Stored items:
────────

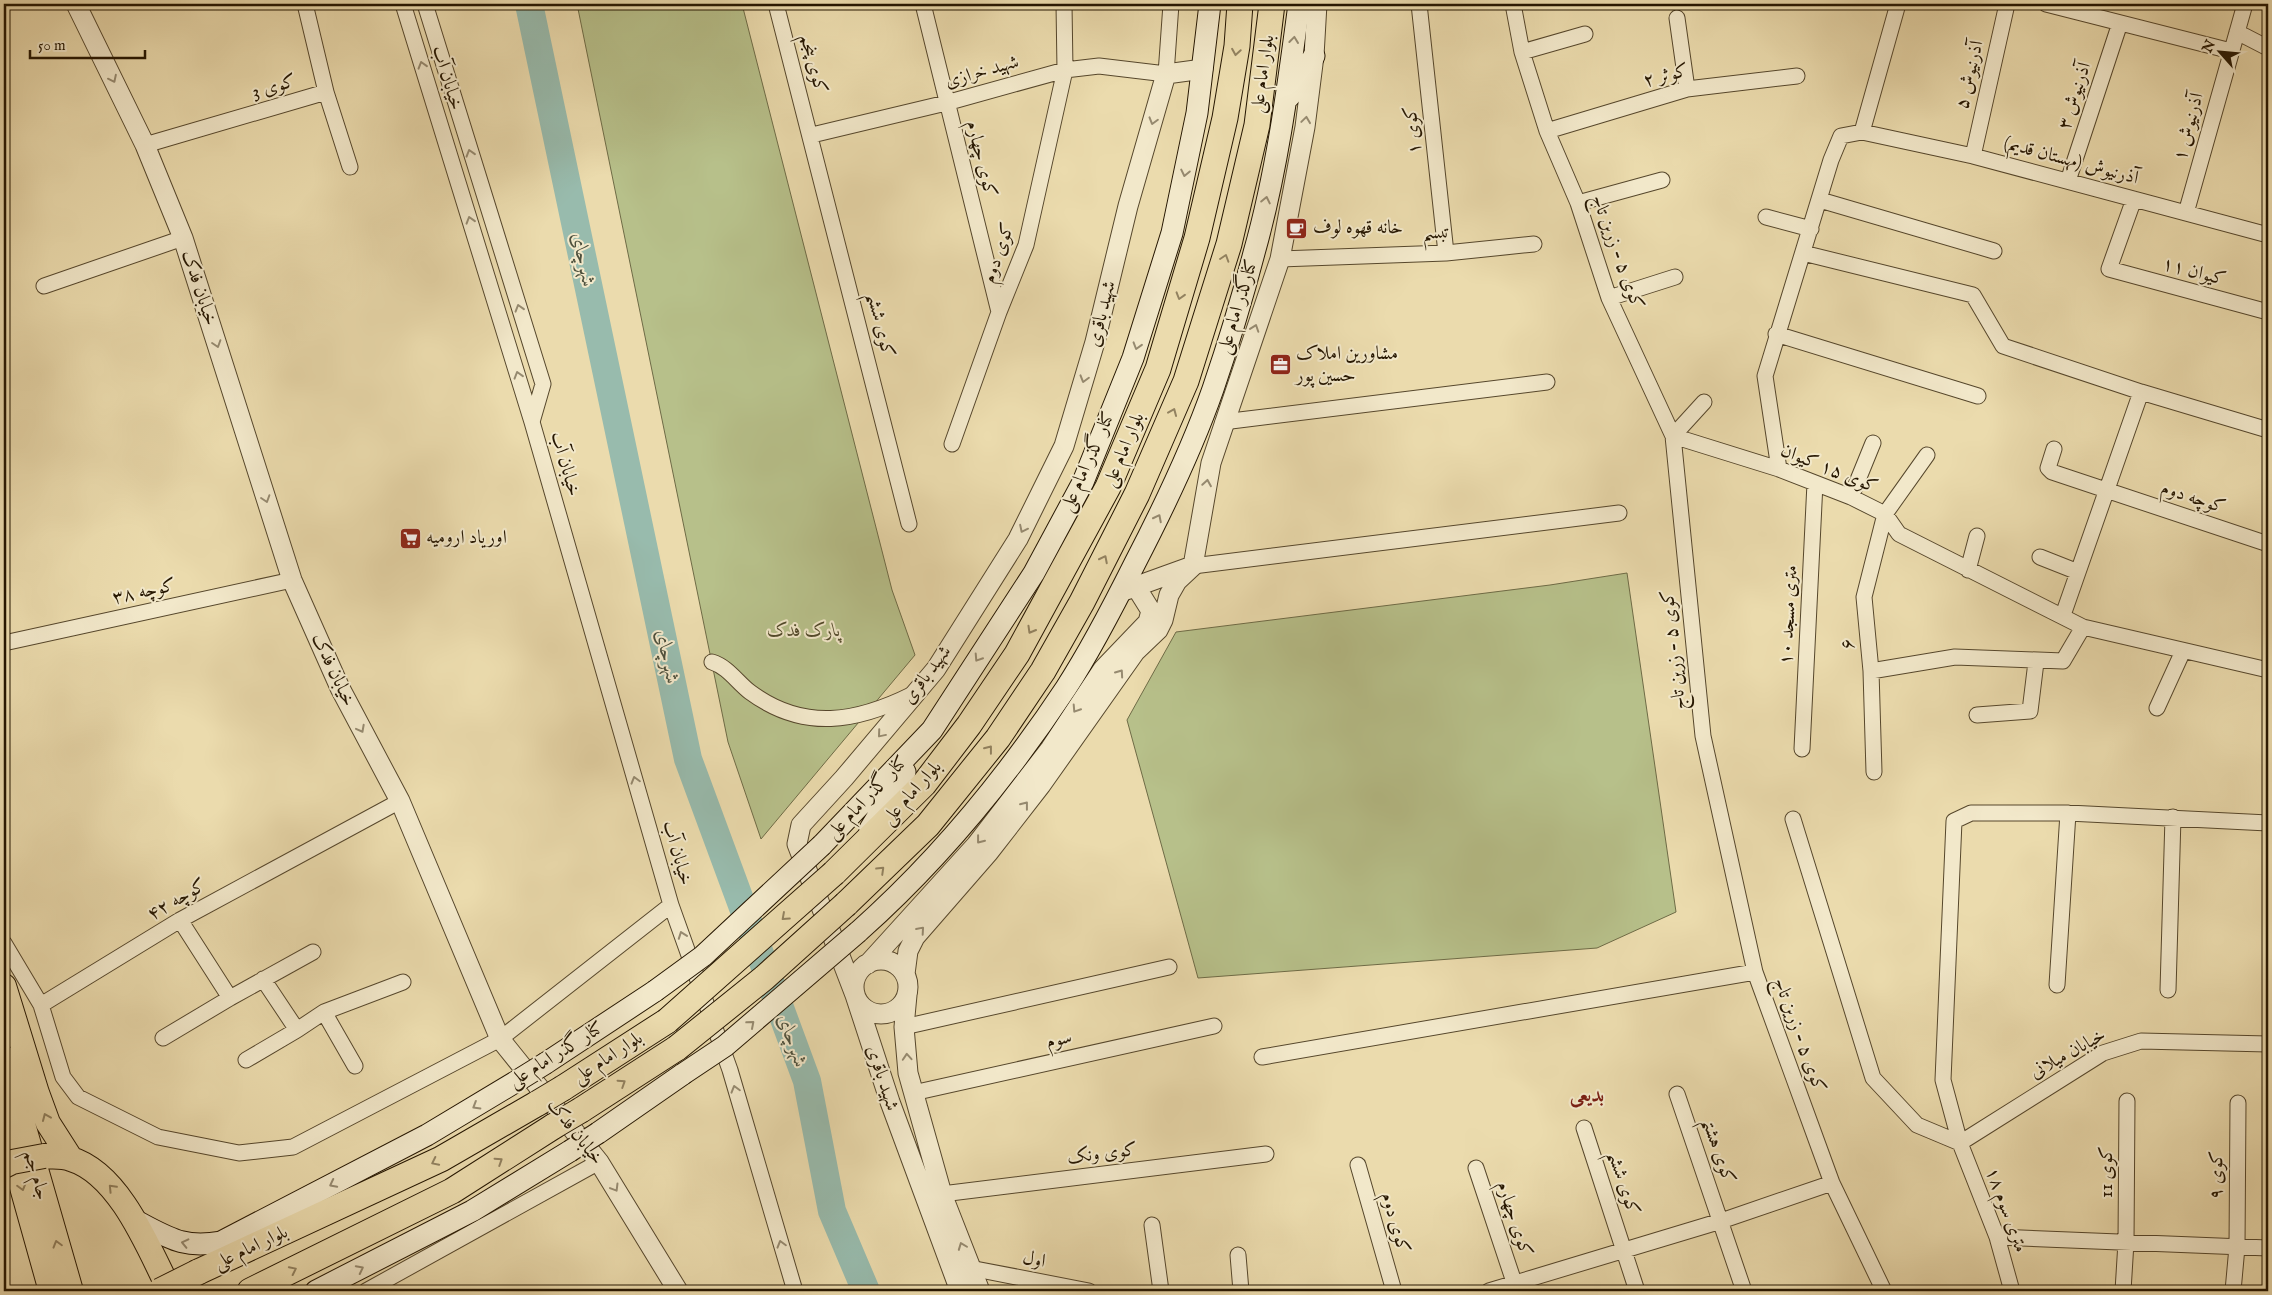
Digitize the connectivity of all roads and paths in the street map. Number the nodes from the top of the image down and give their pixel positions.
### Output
1 (76, 4) edge
2 (305, 4) edge
3 (403, 4) edge
4 (425, 4) edge
5 (776, 4) edge
6 (923, 4) edge
7 (1064, 4) edge
8 (1172, 4) edge
9 (1210, 4) edge
10 (1240, 4) edge
11 (1272, 4) edge
12 (1299, 4) edge
13 (1317, 4) edge
14 (1420, 4) edge
15 (1513, 4) edge
16 (1898, 4) edge
17 (2007, 4) edge
18 (2046, 4) edge
19 (2245, 4) edge
20 (1677, 18) dead end
21 (2120, 23) junction
22 (2236, 32) junction
23 (1585, 34) dead end
24 (2268, 48) edge
25 (2231, 51) junction
26 (1522, 52) junction
27 (1314, 56) junction
28 (1203, 69) junction
29 (1065, 70) junction
30 (1166, 74) junction
31 (1797, 76) dead end
32 (1687, 89) junction
33 (326, 92) junction
34 (946, 103) junction
35 (1285, 112) junction
36 (1548, 131) junction
37 (1862, 132) junction
38 (812, 135) junction
39 (145, 145) junction
40 (1973, 156) junction
41 (1299, 159) junction
42 (350, 167) dead end
43 (1662, 180) dead end
44 (2068, 181) junction
45 (2134, 199) junction
46 (1820, 200) junction
47 (1578, 203) junction
48 (2186, 213) junction
49 (1766, 217) dead end
50 (1811, 229) junction
51 (2268, 235) edge
52 (183, 238) junction
53 (1534, 244) dead end
54 (1994, 252) dead end
55 (1446, 253) junction
56 (1803, 254) junction
57 (1280, 259) junction
58 (1676, 277) dead end
59 (44, 286) dead end
60 (1609, 298) junction
61 (999, 312) junction
62 (2268, 312) edge
63 (1776, 334) junction
64 (1547, 382) dead end
65 (2141, 392) junction
66 (1978, 396) dead end
67 (1704, 402) dead end
68 (532, 422) junction
69 (1223, 422) junction
70 (2268, 430) edge
71 (1673, 436) junction
72 (1873, 443) dead end
73 (952, 444) dead end
74 (2054, 449) dead end
75 (1927, 455) dead end
76 (1779, 469) junction
77 (1815, 483) junction
78 (2106, 491) junction
79 (1851, 497) junction
80 (1619, 513) dead end
81 (1886, 514) junction
82 (909, 524) dead end
83 (1977, 536) dead end
84 (2268, 544) edge
85 (2040, 557) dead end
86 (1193, 566) junction
87 (1968, 570) junction
88 (2078, 572) junction
89 (292, 580) junction
90 (1128, 590) junction
91 (2063, 616) junction
92 (2083, 627) junction
93 (4, 643) edge
94 (2183, 651) junction
95 (712, 662) dead end
96 (2036, 662) junction
97 (2268, 670) edge
98 (1871, 671) junction
99 (915, 694) junction
100 (2157, 708) dead end
101 (1977, 715) dead end
102 (932, 730) junction
103 (1802, 748) dead end
104 (1874, 772) dead end
105 (400, 801) junction
106 (2068, 813) junction
107 (2173, 817) junction
108 (1793, 818) dead end
109 (2268, 823) edge
110 (854, 854) junction
111 (671, 905) junction
112 (180, 920) junction
113 (4, 943) edge
114 (313, 952) dead end
115 (868, 964) junction
116 (1170, 968) dead end
117 (1755, 972) junction
118 (905, 974) junction
119 (264, 979) junction
120 (403, 982) dead end
121 (2057, 985) dead end
122 (4, 986) edge
123 (2168, 990) dead end
124 (855, 995) junction
125 (906, 995) junction
126 (230, 998) junction
127 (41, 1005) junction
128 (324, 1012) junction
129 (1214, 1026) dead end
130 (904, 1027) junction
131 (297, 1030) junction
132 (162, 1038) dead end
133 (500, 1039) junction
134 (2268, 1044) edge
135 (1262, 1057) dead end
136 (4, 1058) edge
137 (246, 1060) dead end
138 (354, 1066) dead end
139 (913, 1093) junction
140 (1677, 1094) dead end
141 (2127, 1101) dead end
142 (2238, 1103) dead end
143 (4, 1123) edge
144 (1584, 1128) dead end
145 (1960, 1143) junction
146 (1266, 1154) dead end
147 (72, 1158) junction
148 (599, 1162) junction
149 (1358, 1165) dead end
150 (4, 1166) edge
151 (1476, 1168) dead end
152 (1832, 1183) junction
153 (942, 1194) junction
154 (134, 1220) junction
155 (1721, 1221) junction
156 (1152, 1225) dead end
157 (1997, 1236) junction
158 (2126, 1242) junction
159 (2236, 1247) junction
160 (2268, 1248) edge
161 (1624, 1250) junction
162 (1238, 1255) dead end
163 (970, 1268) junction
164 (1516, 1287) edge
165 (51, 1291) edge
166 (71, 1291) edge
167 (160, 1291) edge
168 (170, 1291) edge
169 (250, 1291) edge
170 (316, 1291) edge
171 (366, 1291) edge
172 (678, 1291) edge
173 (795, 1291) edge
174 (960, 1291) edge
175 (980, 1291) edge
176 (1089, 1291) edge
177 (1160, 1291) edge
178 (1242, 1291) edge
179 (1394, 1291) edge
180 (1489, 1291) edge
181 (1637, 1291) edge
182 (1744, 1291) edge
183 (1884, 1291) edge
184 (2012, 1291) edge
185 (2124, 1291) edge
186 (2232, 1291) edge

1 -> 39 street, خیابان فدک
2 - 33 street, کوی 3
68 -> 3 street, خیابان آب
68 -> 4 street, خیابان آب
5 - 38 street, کوی پنجم
6 - 34 street, کوی چهارم
7 - 29 street, کوی دوم
8 - 30 street
9 - 28 main road, کنار گذر امام علی
10 -> 110 highway, بلوار امام علی
169 -> 11 highway, بلوار امام علی, bridge
35 -> 12 main road, کنارگذر امام علی
13 - 27 street
14 - 55 street, کوی ۱
15 - 26 street, کوی ۵ - زرین تاج
16 - 37 street
17 - 40 street, آذرنیوش ۵
18 - 21 street
19 - 22 street, آذرنیوش ۱
20 - 32 street
21 - 25 street
21 - 44 street, آذرنیوش ۳
22 - 24 street
22 - 25 street, آذرنیوش ۱
23 - 26 street
25 - 48 street, آذرنیوش ۱
26 - 36 street, کوی ۵ - زرین تاج
27 - 35 main road
41 -> 27 street
28 - 30 street
28 -> 102 main road, کنار گذر امام علی
29 - 30 street, شهید خرازی
29 - 34 street, شهید خرازی
29 - 61 street, کوی دوم
30 -> 99 street, شهید باقری
31 - 32 street, کوثر ۲
32 - 36 street, کوثر ۲
33 - 39 street, کوی 3
33 - 42 street
34 - 38 street, شهید خرازی
34 - 61 street, کوی چهارم
35 - 41 street
90 -> 35 main road, کنارگذر امام علی
36 - 47 street, کوی ۵ - زرین تاج
37 - 40 street, آذرنیوش (مهستان قدیم)
37 - 46 street
38 - 82 street, کوی ششم
39 - 52 street, خیابان فدک
40 - 44 street, آذرنیوش (مهستان قدیم)
41 - 57 street
43 - 47 street
44 - 45 street, آذرنیوش (مهستان قدیم)
45 - 48 street, آذرنیوش (مهستان قدیم)
45 - 62 street, کیوان ۱۱
46 - 50 street
46 - 54 street
47 - 60 street, کوی ۵ - زرین تاج
48 - 51 street, آذرنیوش (مهستان قدیم)
49 - 50 street
50 - 56 street
52 - 59 street
52 -> 89 street, خیابان فدک
53 - 55 street, تبسم
55 - 57 street, تبسم
56 - 63 street
56 - 65 street
69 -> 57 street
58 - 60 street
60 - 71 street, کوی ۵ - زرین تاج
61 - 73 street, کوی دوم
63 - 66 street
63 - 76 street
64 - 69 street
65 - 70 street
65 - 78 street
67 - 71 street
111 -> 68 street, خیابان آب
86 -> 69 street
71 - 76 street, کوی ۱۵ کیوان
71 - 117 street, کوی ۵ - زرین تاج
72 - 79 street
74 - 78 street, کوچه دوم
75 - 81 street, ۶
76 - 77 street, کوی ۱۵ کیوان
77 - 79 street, کوی ۱۵ کیوان
77 - 103 street, ۱۰ متری مسجد
78 - 84 street, کوچه دوم
78 - 88 street
79 - 81 street, کوی ۱۵ کیوان
80 - 86 street
81 - 87 street, کوی ۱۵ کیوان
81 - 98 street, ۶
83 - 87 street
85 - 88 street
86 - 90 street
118 -> 86 street
87 - 91 street, کوی ۱۵ کیوان
88 - 91 street
89 - 93 street, کوچه ۳۸
89 -> 105 street, خیابان فدک
90 -> 115 street
170 -> 90 main road, bridge
91 - 92 street, کوی ۱۵ کیوان
92 - 94 street, کوی ۱۵ کیوان
92 - 96 street
94 - 97 street, کوی ۱۵ کیوان
94 - 100 street
95 - 99 street
96 - 98 street
96 - 101 street
98 - 104 street, ۶
99 -> 124 street, شهید باقری
102 - 110 main road
102 -> 154 main road, کنار گذر امام علی, bridge
105 - 112 street, کوچه ۴۲
105 - 133 street, خیابان فدک
106 - 107 street
106 - 121 street
106 - 145 street, ۱۸ متری سوم
107 - 109 street
107 - 123 street
108 - 145 street
110 -> 167 highway, بلوار امام علی, bridge
111 - 133 street
173 -> 111 street, خیابان آب
112 - 126 street
112 - 127 street, کوچه ۴۲
113 - 127 street
114 - 119 street
115 - 118 street
115 - 124 street
116 - 130 street
117 - 135 street
117 - 152 street, کوی ۵ - زرین تاج
118 - 125 street
119 - 126 street
119 - 131 street
120 - 128 street
147 -> 122 main road
124 - 125 street
124 - 174 street, شهید باقری
125 - 130 street, شهید باقری
126 - 132 street
127 - 133 street
128 - 131 street
128 - 138 street
129 - 139 street, سوم
139 -> 130 street, شهید باقری
131 - 137 street
133 - 148 street, خیابان فدک
134 - 145 street, خیابان میلانی
166 -> 136 main road, جام جم
139 - 153 street, شهید باقری
140 - 155 street, کوی هشتم
141 - 158 street, کوی 11
142 - 159 street, کوی ۹
143 -> 165 main road, جام جم
144 - 161 street, کوی ششم
145 - 157 street, ۱۸ متری سوم
146 - 153 street, کوی ونک
147 - 150 main road, bridge
154 -> 147 main road
148 - 171 street
148 -> 172 street, خیابان فدک
149 - 179 street, کوی دوم
151 - 164 street, کوی چهارم
152 - 155 street
152 - 183 street, کوی ۵ - زرین تاج
163 -> 153 street, شهید باقری
154 - 168 main road
155 - 161 street
155 - 182 street, کوی هشتم
156 - 177 street
157 - 158 street
157 - 184 street, ۱۸ متری سوم
158 - 159 street
158 - 185 street, کوی 11
159 - 160 street
159 - 186 street, کوی ۹
161 - 164 street
161 - 181 street, کوی ششم
162 - 178 street
163 - 175 street, شهید باقری
163 - 176 street, اول
164 - 180 street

────────

**Work instructions:**
Find "هشتم" in the data above. Report each line where it appears.

**Expected answer:**
140 - 155 street, کوی هشتم
155 - 182 street, کوی هشتم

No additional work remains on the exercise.